[Dataset entries]

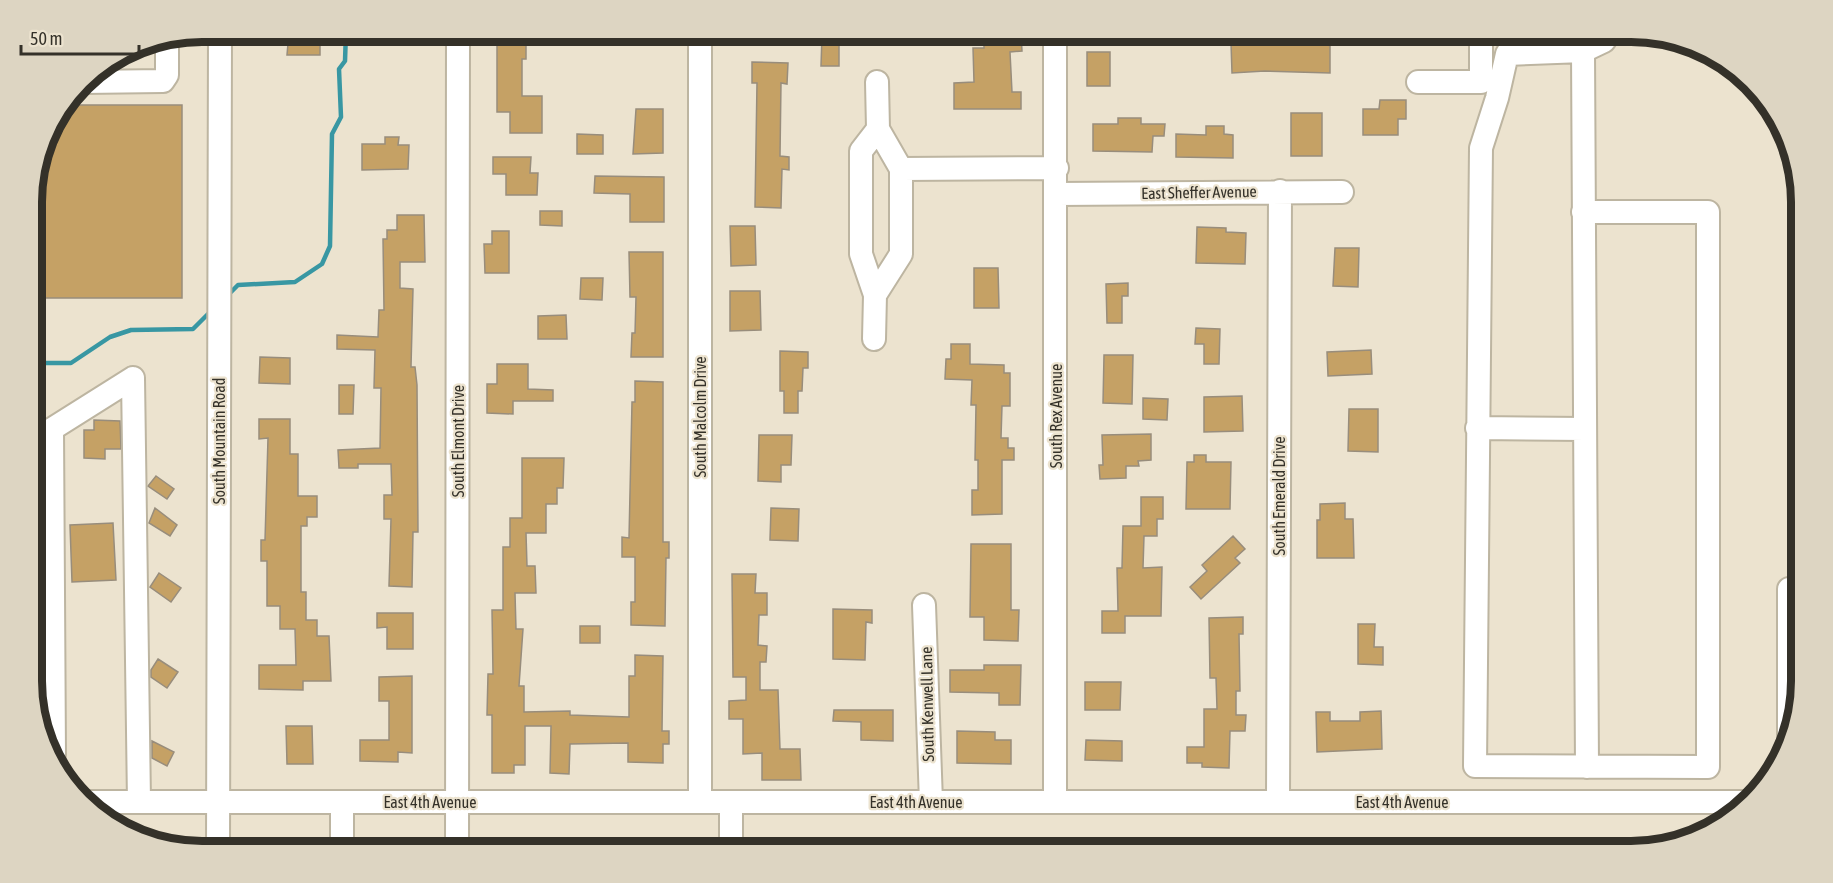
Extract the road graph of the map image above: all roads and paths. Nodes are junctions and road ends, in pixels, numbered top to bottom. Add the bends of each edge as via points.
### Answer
1 (220, 42) edge
2 (458, 42) edge
3 (700, 42) edge
4 (1055, 42) edge
5 (1481, 42) edge
6 (1502, 42) edge
7 (1514, 42) edge
8 (1602, 42) edge
9 (167, 46) edge
10 (1583, 51) junction
11 (1507, 54) junction
12 (96, 82) edge
13 (877, 82) dead end
14 (1418, 82) dead end
15 (878, 129) junction
16 (1057, 168) junction
17 (901, 169) junction
18 (1280, 191) junction
19 (1342, 192) dead end
20 (1057, 194) junction
21 (1583, 212) junction
22 (875, 295) junction
23 (874, 339) dead end
24 (1477, 428) junction
25 (1585, 429) junction
26 (1789, 589) dead end
27 (924, 605) dead end
28 (1789, 705) edge
29 (54, 742) edge
30 (1587, 766) junction
31 (1055, 801) junction
32 (98, 802) edge
33 (139, 802) junction
34 (219, 802) junction
35 (342, 802) junction
36 (700, 802) junction
37 (731, 802) junction
38 (931, 802) junction
39 (1278, 802) junction
40 (1736, 802) edge
41 (458, 803) junction
42 (218, 841) edge
43 (342, 841) edge
44 (457, 841) edge
45 (731, 841) edge

1 - 34 street, South Mountain Road
2 - 41 street, South Elmont Drive
3 - 36 street, South Malcolm Drive
4 - 16 street, South Rex Avenue
5 - 14 street via 1481,82
6 - 11 street
7 - 11 street
8 - 10 street
9 - 12 street via 164,81
10 - 11 street
10 - 21 street
11 - 24 street via 1481,148
13 - 15 street
15 - 17 street
15 - 22 street via 861,151 861,254
16 - 17 street
16 - 20 street, South Rex Avenue
17 - 22 street via 901,254
18 - 19 street, East Sheffer Avenue
18 - 20 street, East Sheffer Avenue
18 - 39 street, South Emerald Drive
20 - 31 street, South Rex Avenue
21 - 25 street
21 - 30 street via 1708,212 1708,767
22 - 23 street
24 - 25 street
24 - 30 street via 1475,766
25 - 30 street
26 - 28 street
27 - 38 street, South Kenwell Lane
29 - 33 street via 52,429 133,378
31 - 38 street, East 4th Avenue
31 - 39 street, East 4th Avenue
32 - 33 street, East 4th Avenue
33 - 34 street, East 4th Avenue
34 - 35 street, East 4th Avenue
34 - 42 street, South Mountain Road
35 - 41 street, East 4th Avenue
35 - 43 street
36 - 37 street, East 4th Avenue
36 - 41 street, East 4th Avenue
37 - 38 street, East 4th Avenue
37 - 45 street
39 - 40 street, East 4th Avenue
41 - 44 street, South Elmont Drive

Assignment: For every line of the records that has the word "Mountain" in it, make a copy.

Result of the task:
1 - 34 street, South Mountain Road
34 - 42 street, South Mountain Road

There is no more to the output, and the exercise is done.